En mai 2025, le secteur bancaire ghanéen traverse une période critique. Selon un rapport de Fitch Solutions publié le 5 mai, 21,8% des prêts accordés par les banques sont non performants, c’est-à-dire qu’ils risquent de ne pas être remboursés. Ce taux, le plus élevé parmi les dix principaux pays d’Afrique subsaharienne, signale une fragilité majeure qui menace la stabilité financière du pays.
Ce niveau alarmant de créances douteuses expose les banques à des pertes importantes. À titre de comparaison, des pays comme le Kenya et le Nigeria affichent des ratios bien inférieurs, grâce à des cadres réglementaires plus solides. Au Ghana, la situation est aggravée par un ratio d’adéquation des fonds propres (CAR) de 14,0%, le troisième plus faible de la région, selon Fitch. Bien que supérieur au minimum réglementaire de 10%, ce coussin financier reste insuffisant face à d’éventuels chocs, comme une dépréciation des titres publics détenus en grande quantité par les banques.
Plusieurs facteurs expliquent cette vulnérabilité. Le programme d’échange de la dette intérieure (DDEP), lancé en 2022, a joué un rôle central. Ce plan a forcé les banques à convertir des obligations d’État à court terme en titres à plus long terme, moins rentables, ce qui a réduit leurs revenus et fragilisé leurs bilans. À cela s’ajoutent des taux d’intérêt élevés, maintenus pour contenir l’inflation, qui compliquent le remboursement des prêts pour les entreprises et les particuliers, alimentant ainsi la hausse des créances douteuses.
Malgré ces défis bancaires, l’économie ghanéenne montre des signes de vitalité. En avril 2025, l’indice PMI de S&P Global a atteint 52,6, son plus haut niveau en quatre ans, reflétant une expansion du secteur privé portée par une hausse des commandes et de l’emploi. Cette dynamique contraste avec la fragilité des banques. Fitch Solutions avertit toutefois que, sans réformes, les problèmes du secteur financier pourraient freiner cette reprise économique.
La crise ghanéenne s’inscrit dans un contexte régional plus large.

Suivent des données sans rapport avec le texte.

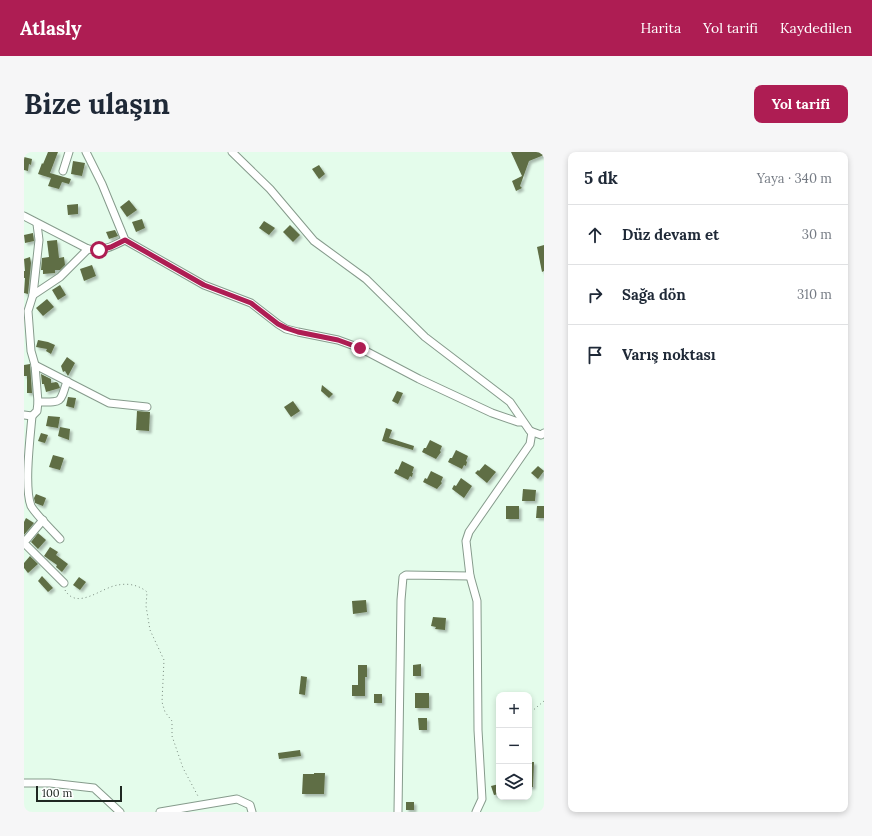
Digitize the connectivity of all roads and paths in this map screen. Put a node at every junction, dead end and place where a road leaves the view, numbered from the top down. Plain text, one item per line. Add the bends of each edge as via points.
1 (69, 152) edge
2 (86, 152) edge
3 (232, 152) edge
4 (63, 171) dead end
5 (24, 216) edge
6 (38, 224) junction
7 (125, 240) junction
8 (88, 249) junction
9 (33, 295) junction
10 (28, 350) edge
11 (35, 365) junction
12 (67, 382) junction
13 (38, 402) junction
14 (147, 407) dead end
15 (24, 415) edge
16 (32, 416) junction
17 (523, 422) junction
18 (532, 432) junction
19 (543, 434) edge
20 (530, 444) junction
21 (43, 520) junction
22 (60, 539) dead end
23 (24, 542) edge
24 (470, 576) junction
25 (64, 583) joint
26 (544, 701) edge
27 (532, 711) edge
28 (24, 783) edge
29 (203, 805) junction
30 (251, 808) edge
31 (120, 812) edge
32 (160, 812) edge
33 (398, 812) edge
34 (476, 812) edge

1 - 4 street
2 - 7 street
3 - 17 street via 270,189 314,242 366,279 425,337 510,402
5 - 6 street
6 - 8 street
6 - 9 street via 39,240
7 - 8 street via 99,250
7 - 17 street via 204,285 251,303 286,328 360,348 492,413
8 - 9 street via 60,276
9 - 10 street via 28,311
10 - 11 street
11 - 12 street
11 - 13 street
12 - 13 street via 62,399 57,402
12 - 14 street via 109,403
13 - 16 street via 37,412
15 - 16 street
16 - 21 street via 28,453 28,497 32,507
17 - 18 street
18 - 19 street
18 - 20 street
19 - 20 street
20 - 24 street via 469,532 466,541
21 - 22 street
21 - 23 street
23 - 25 street
24 - 33 street via 403,577
24 - 34 street via 477,601 478,730 482,799
25 - 29 path via 65,591 71,597 80,599 117,585 134,584 147,592 146,606 150,630 164,660 162,702 165,712 172,721 172,736 183,768
26 - 27 path
28 - 31 street via 50,782 94,788
29 - 30 street via 237,799
29 - 32 street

En Afrique subsaharienne, des pays comme le Togo affichent des ratios de solvabilité encore plus faibles, à 3,8%. Cependant, la dépendance du Ghana aux titres publics et son exposition aux chocs externes, comme les fluctuations des taux d’intérêt mondiaux, rendent sa situation particulièrement préoccupante. Fitch note que des baisses de taux prévues en 2025 pourraient améliorer la qualité des prêts, mais un ralentissement économique mondial reste un risque.
Pour stabiliser le secteur, le Ghana cherche des solutions concrètes. Un prêt de 3 milliards de dollars négocié avec le FMI vise à renforcer les finances publiques, ce qui pourrait indirectement soulager les banques. Par ailleurs, la Banque mondiale a approuvé en 2024 un financement de 250 millions de dollars via le Ghana Financial Sector Stability Fund pour recapitaliser les institutions touchées par le DDEP. Ces mesures offrent un espoir, mais leur impact dépendra de réformes plus profondes.
Des changements structurels sont en effet nécessaires pour surmonter cette crise. Fitch Solutions souligne l’importance de renforcer la réglementation bancaire, à l’image des réformes entreprises au Nigeria et au Kenya. Une meilleure gestion des risques de crédit et une diversification des portefeuilles pourraient réduire les créances douteuses. L’exemple du Maroc, qui développe un marché secondaire pour les prêts non performants, pourrait également inspirer le Ghana à libérer des liquidités pour ses banques.
La santé du secteur bancaire est cruciale pour l’avenir économique du Ghana. Une crise prolongée limiterait l’accès au crédit, freinerait les investissements et menacerait les emplois. À l’inverse, des réformes rapides, combinées au soutien international, pourraient poser les bases d’une reprise durable. En mai 2025, le Ghana se trouve à un tournant décisif : agir promptement est essentiel pour éviter des conséquences plus graves.